The Allardyce has at last emerged from her bath. Aphrodite arising from the foaming sea. I’ve only just managed to unpack the luggage (hers and mine). There is a box for the guests’ post in the hallway. I have time enough to dress for dinner. I’ll drop this into it and I’ll write again as soon as I can.
Much love,
Jane
AS WE CROSSED the Oriental carpet, walking toward the trestle table, the Great Man asked Lord Bob, “And the medium? She has arrived?”
“Tomorrow sometime,” said Lord Bob. “With Conan Doyle. You know Doyle?”
“Yes, certainly. We are close friends. We correspond frequently.” -
Lord Bob nodded. “Beyond me how he invents those stories of his. Ah, there you are, my darlings.”

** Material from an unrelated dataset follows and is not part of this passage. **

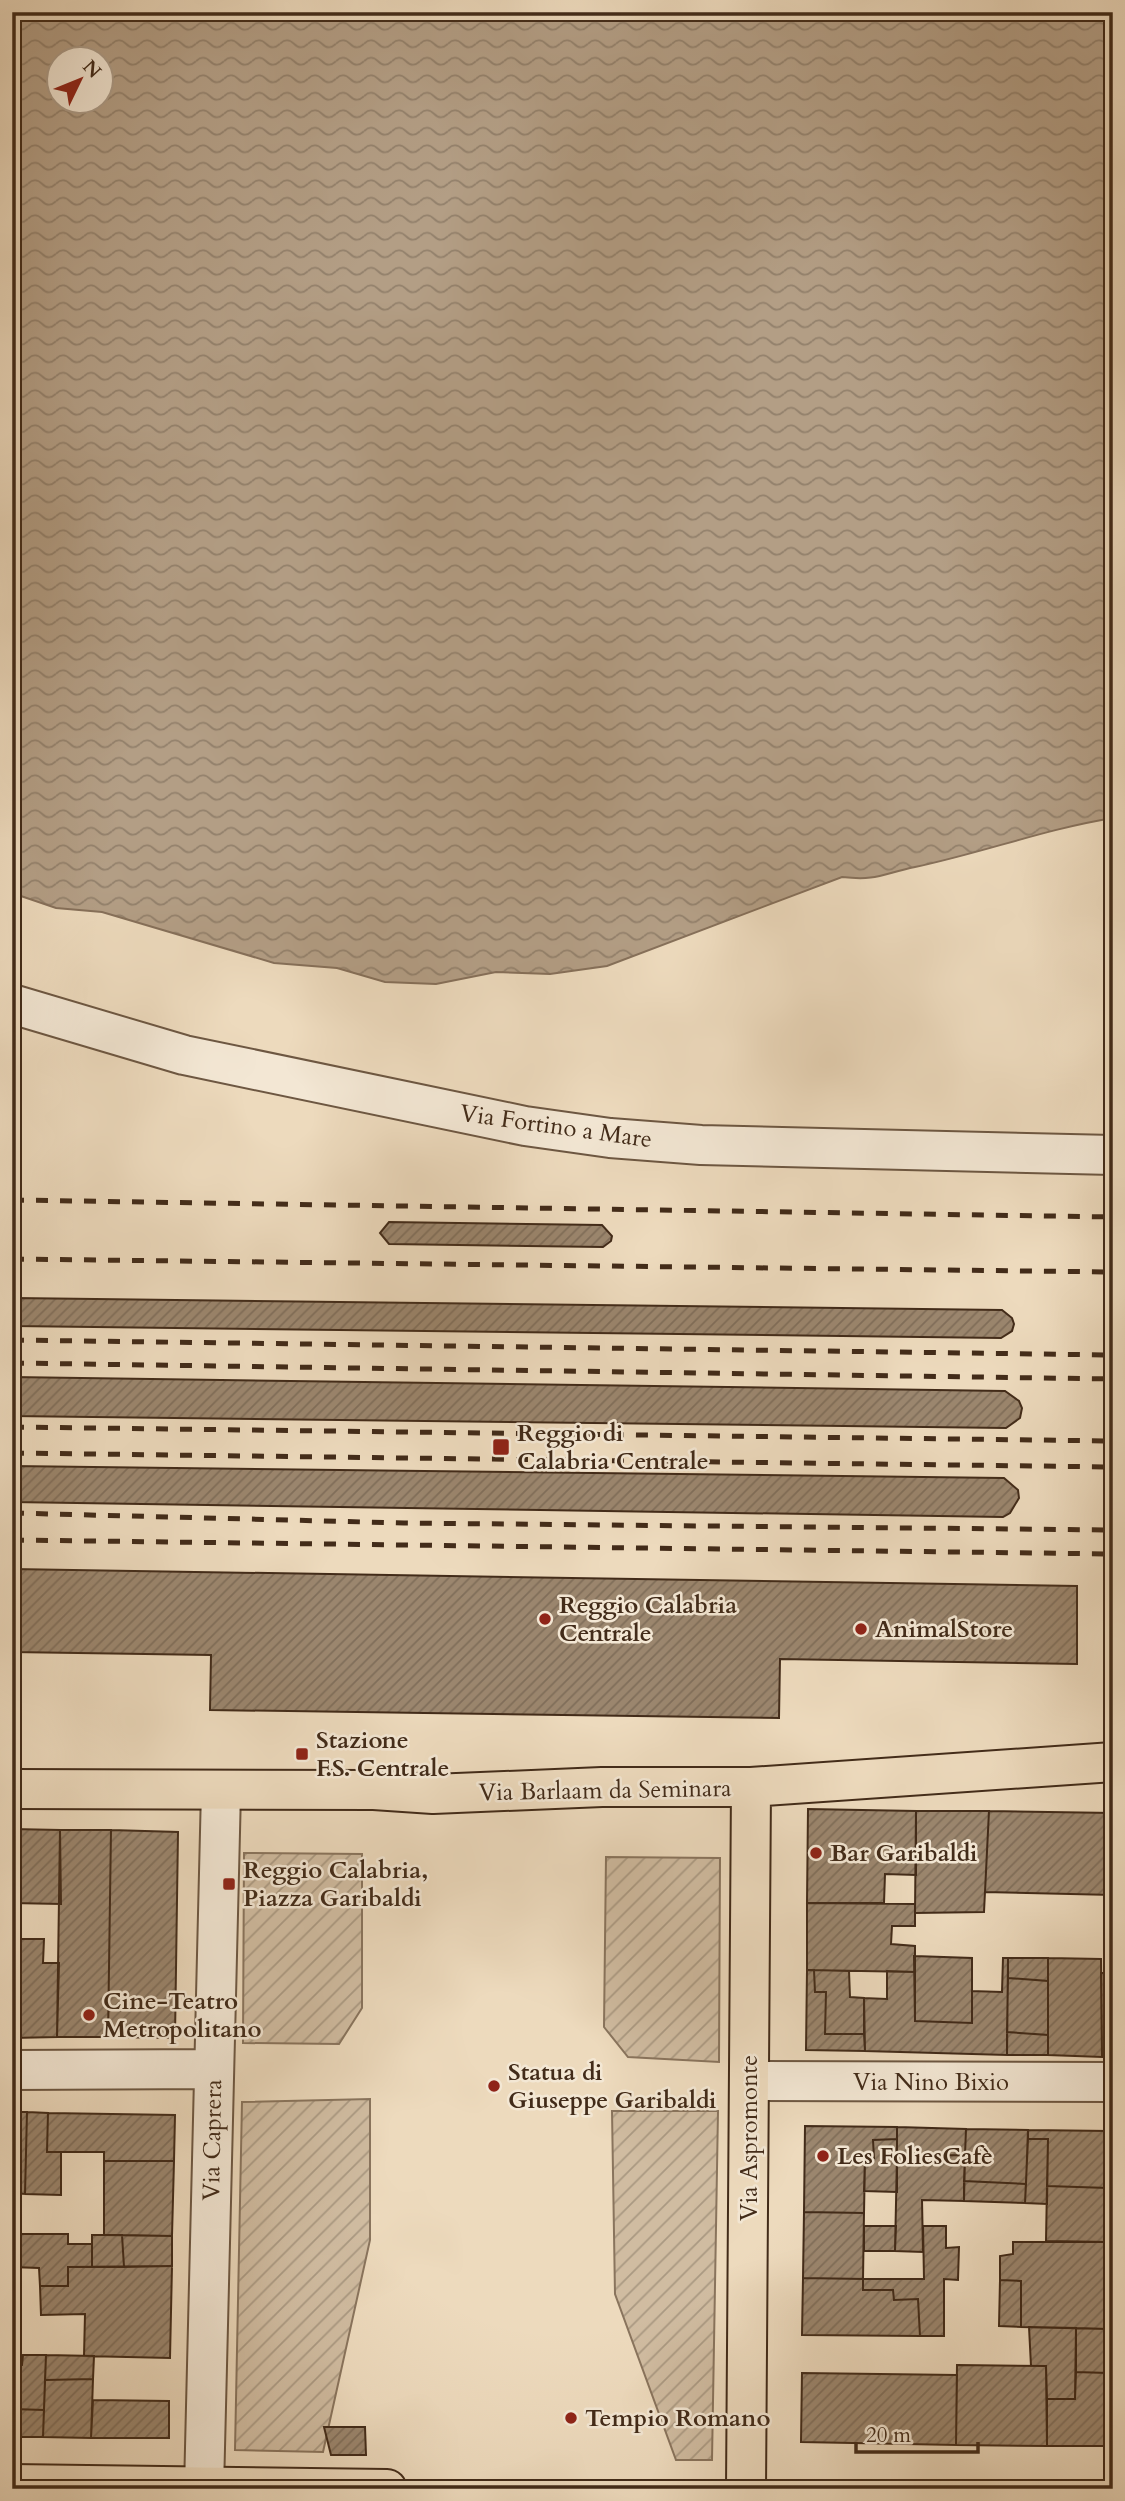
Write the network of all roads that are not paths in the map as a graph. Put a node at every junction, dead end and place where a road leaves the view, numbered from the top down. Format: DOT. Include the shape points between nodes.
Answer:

Two women were standing before the table. They turned, saw Lord Bob, and they smiled. The older woman’s smile was friendly and open. The younger woman’s was thin and bored, and then it was gone.
“Look what I’ve bagged,” announced Lord Bob. “The famous Mr. Harry Houdini himself. And this is his assistant, Mr. Phil Beaumont, also from America. His first time in England. Gentleman, my wife, Alice, and my daughter, Cecily.”
They were obviously mother and daughter. They were the same height, about five feet six inches, and they had the same fine coloring and the same fine bones. In her fifties somewhere, the mother had aged nicely. Her hair was pale blond, shoulder length, its soft waves threaded with silver. She wore a pearl necklace and a black dress that would have been simple if it hadn’t been made of silk.